Je m’aperçois, deux jours après avoir fini ma lecture, que si sa marque est encore vive et fraîche en moi, déjà je ne peux plus me faire une idée précise du déroulé chronologique de ce roman ; non que, d’aspect policier au surplus, l’intrigue soit particulièrement complexe, mais plutôt qu’elle ait été défaite en se faisant, ou faite sur sa défection propre – et partant, rendue à son écriture même. Par association, je pourrais évoquer pour qui veut l’ouvrage de Pénélope, mais sans partir pourtant si loin d’Homère, je préfère m’en remettre à mon étique souvenir, que la lecture d’Anaïs ou les Gravières a je ne sais comment fait surgir, de la conférence – si c’en est bien une – que donne Stephen Dedalus sur l’Hamlet de Shakespeare dans Ulysse de Joyce : il y est question d’Hamlet dont le père a été assassiné – ou non, d’ailleurs – et de ce que c’est cela précisément qu’écrit un William Shakespeare qui, lui, vient d’enterrer son propre fils, prénommé Hamnet.

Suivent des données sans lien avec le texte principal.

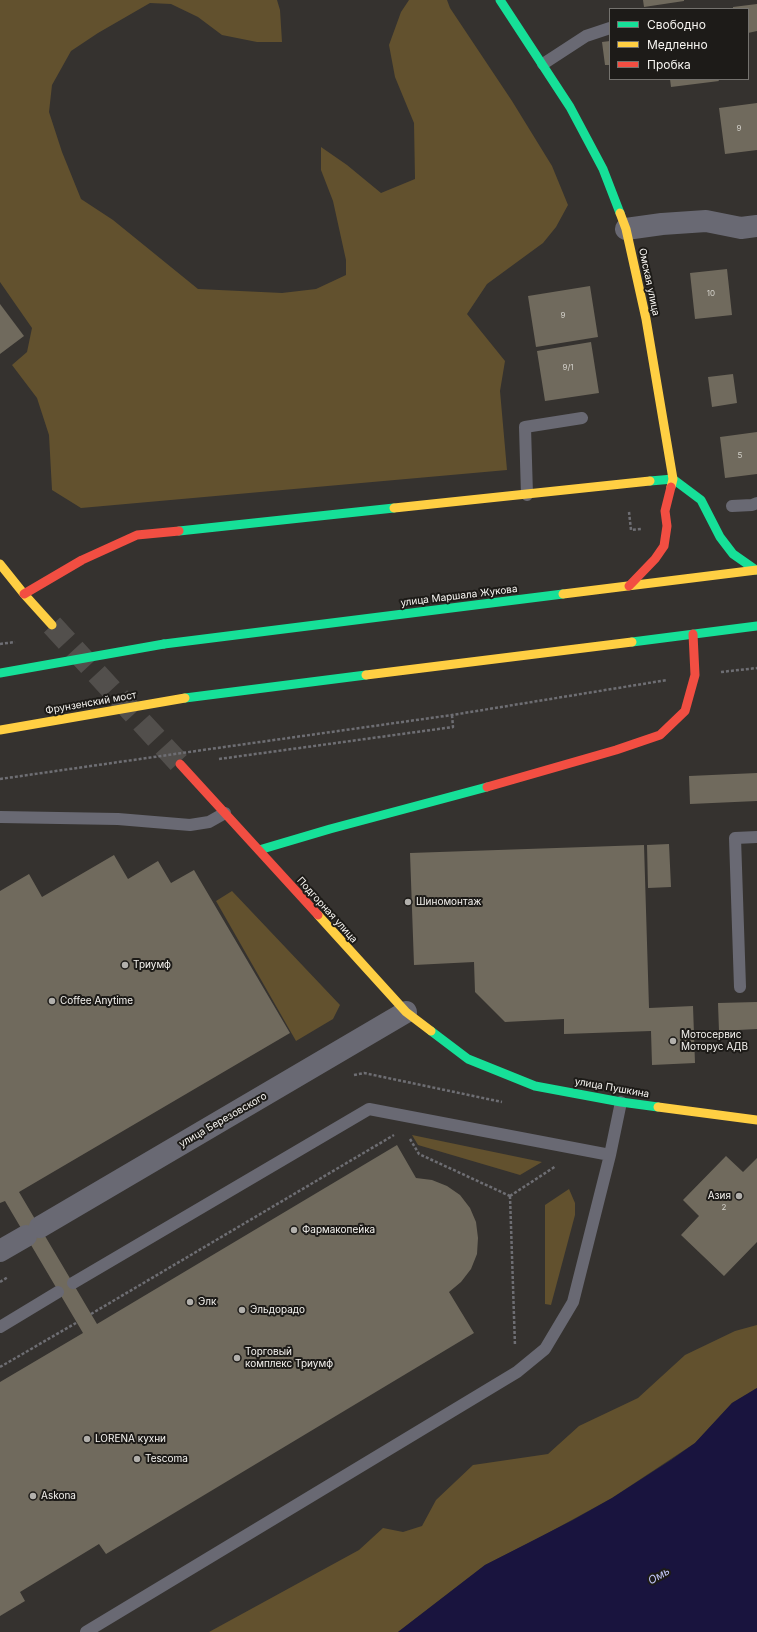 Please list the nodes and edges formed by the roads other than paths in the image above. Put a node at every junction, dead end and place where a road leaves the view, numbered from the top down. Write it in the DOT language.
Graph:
graph roads {
  1 [pos="500,0"];
  2 [pos="609,28"];
  3 [pos="542,64"];
  4 [pos="757,226"];
  5 [pos="626,229"];
  6 [pos="582,418"];
  7 [pos="673,479"];
  8 [pos="527,495"];
  9 [pos="757,504"];
  10 [pos="732,506"];
  11 [pos="756,570"];
  12 [pos="9,579"];
  13 [pos="629,586"];
  14 [pos="52,624"];
  15 [pos="757,626"];
  16 [pos="693,634"];
  17 [pos="0,673"];
  18 [pos="0,730"];
  19 [pos="180,764"];
  20 [pos="225,813"];
  21 [pos="0,816"];
  22 [pos="757,837"];
  23 [pos="260,850"];
  24 [pos="740,987"];
  25 [pos="406,1012"];
  26 [pos="468,1059"];
  27 [pos="621,1102"];
  28 [pos="757,1120"];
  29 [pos="610,1155"];
  30 [pos="0,1251"];
  31 [pos="73,1284"];
  32 [pos="58,1292"];
  33 [pos="0,1327"];
  34 [pos="86,1632"];
  1 -- 3 [label="main road, Омская улица"];
  2 -- 3 [label="lane"];
  3 -- 5 [label="main road, Омская улица"];
  4 -- 5 [label="street"];
  5 -- 7 [label="main road, Омская улица"];
  6 -- 8 [label="lane"];
  7 -- 8 [label="main road"];
  7 -- 11 [label="main road"];
  7 -- 13 [label="main road, Омская улица"];
  8 -- 12 [label="main road"];
  9 -- 10 [label="lane"];
  11 -- 13 [label="main road, улица Маршала Жукова"];
  12 -- 14 [label="main road"];
  13 -- 17 [label="main road, улица Маршала Жукова, bridge"];
  15 -- 16 [label="main road"];
  16 -- 18 [label="main road, Фрунзенский мост, bridge"];
  16 -- 23 [label="main road"];
  19 -- 20 [label="main road, Подгорная улица"];
  20 -- 21 [label="lane"];
  20 -- 23 [label="main road, Подгорная улица"];
  22 -- 24 [label="lane"];
  23 -- 25 [label="main road, Подгорная улица"];
  25 -- 26 [label="main road, Подгорная улица"];
  25 -- 30 [label="street, улица Березовского"];
  26 -- 27 [label="main road, улица Пушкина"];
  27 -- 28 [label="main road, улица Пушкина"];
  27 -- 29 [label="lane"];
  29 -- 31 [label="lane"];
  29 -- 34 [label="lane"];
  32 -- 33 [label="lane"];
}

Il n’est pourtant pas question ici de lier de cette façon, ni même d’une façon absolument comparable, l’auteur du roman à son principal personnage (je ne sais pour ainsi dire rien du premier), mais de la façon dont est lié le narrateur à l’homme qu’il cherche, nommé ou surnommé Mao :

« Mao.

Je dis Mao. Je pourrais aussi bien dire « moi ».

Moi, c’est presque dans Mao.

Mao, c’est presque moi. »

Et, pas une page plus loin :

« Mao.

Où le trouver ?

me trouver ? »

 

*

 

Anaïs ou les Gravières emprunte quelques-uns de ses traits les plus évidents au polar, mais il est patent très vite que l’enquête ne porte pas tant sur l’identité du criminel – car il y a eu meurtre, assassinat peut-être – que sur celle du père de la victime que l’évènement, pourtant localement médiatisé – et l’enquêteur, pour ainsi dire désœuvré professionnel, travaille au canard local –, n’a pas fait réapparaître ; et cette absence de Mao, le père de la victime, Anaïs donc, que l’enquêteur à ses heures perdues ne cherche en somme que parce que lui aussi a perdu un être proche – non point sa fille, mais Nathalie, la jeune femme qu’il aimait et qu’il avait rencontrée, cela peut être souligné, lorsqu’elle avait à peu près l’âge d’Anaïs –, et cette absence du père de la victime, dis-je, peu à peu lui fait miroir à lui, dont la présence au monde ne tient plus peut-être qu’aux mots qu’il en écrit (du monde et de lui), jusqu’à ce qu’il s’y distingue nettement et le sache – dans ces moments notamment où il va écouter longuement la mère d’Anaïs, lui faisant face dans la cuisine –, jusqu’à ce qu’il se fonde à cette image aussi… Je ne sais plus où exactement Malraux disait – ou qui lui avait dit cela – (la phrase exacte doit se trouver quelque part dans Le Miroir des limbes (Antimémoires ou La Corde et les Souris), à propos du monde moderne, de mémoire : plus personne ne porte le deuil mais un jour sans meurtre à la télévision serait comme un jour sans pain. (C’est un fait que le deuil ne se porte plus, même dans les petites villes de la province française perdue, quoique toujours présente à sa propre disparition, de la France profonde comme on dit avec mépris, sans se douter qu’elle est peut-être aussi l’opposé de quelque France superficielle et dominatrice.) Et cette enquête sur soi-même du narrateur, qui avait apparemment d’abord pris pour objet Mao, ce roman du deuil qu’il écrit, que nous le voyons écrire et dont voyons en quelque sorte l’écriture « se faire », n’est pas seulement descente aux enfers, mais aussi remontée – à partir, notamment, quand le roman bascule, de sa rencontre avec l’inoubliable personnage du légionnaire, reclus volontaire dans sa maison («  Bidon-Cinq ») creusée dans les roches où les nouvelles du monde, presque mystérieusement, parviennent pourtant, mais pour aucun usage mondain.

 

*

 

Le narrateur écrit.

Et ce que nous le voyons écrire, c’est le roman de l’écriture de son deuil, descente puis remontée (quoique la question se pose, finalement, de savoir si cette écriture toujours incertaine, la part belle étant faite à l’imagination, par quoi le narrateur se sauve ou du moins le paraît, n’est pas une perte plus grande encore, et sa propre dissolution – mais cela nous entraînerait, peut-être, vers une réflexion sur un certain vice inhérent à l’art romanesque, que nous ne sommes pas du tout en capacité d’examiner, même un peu).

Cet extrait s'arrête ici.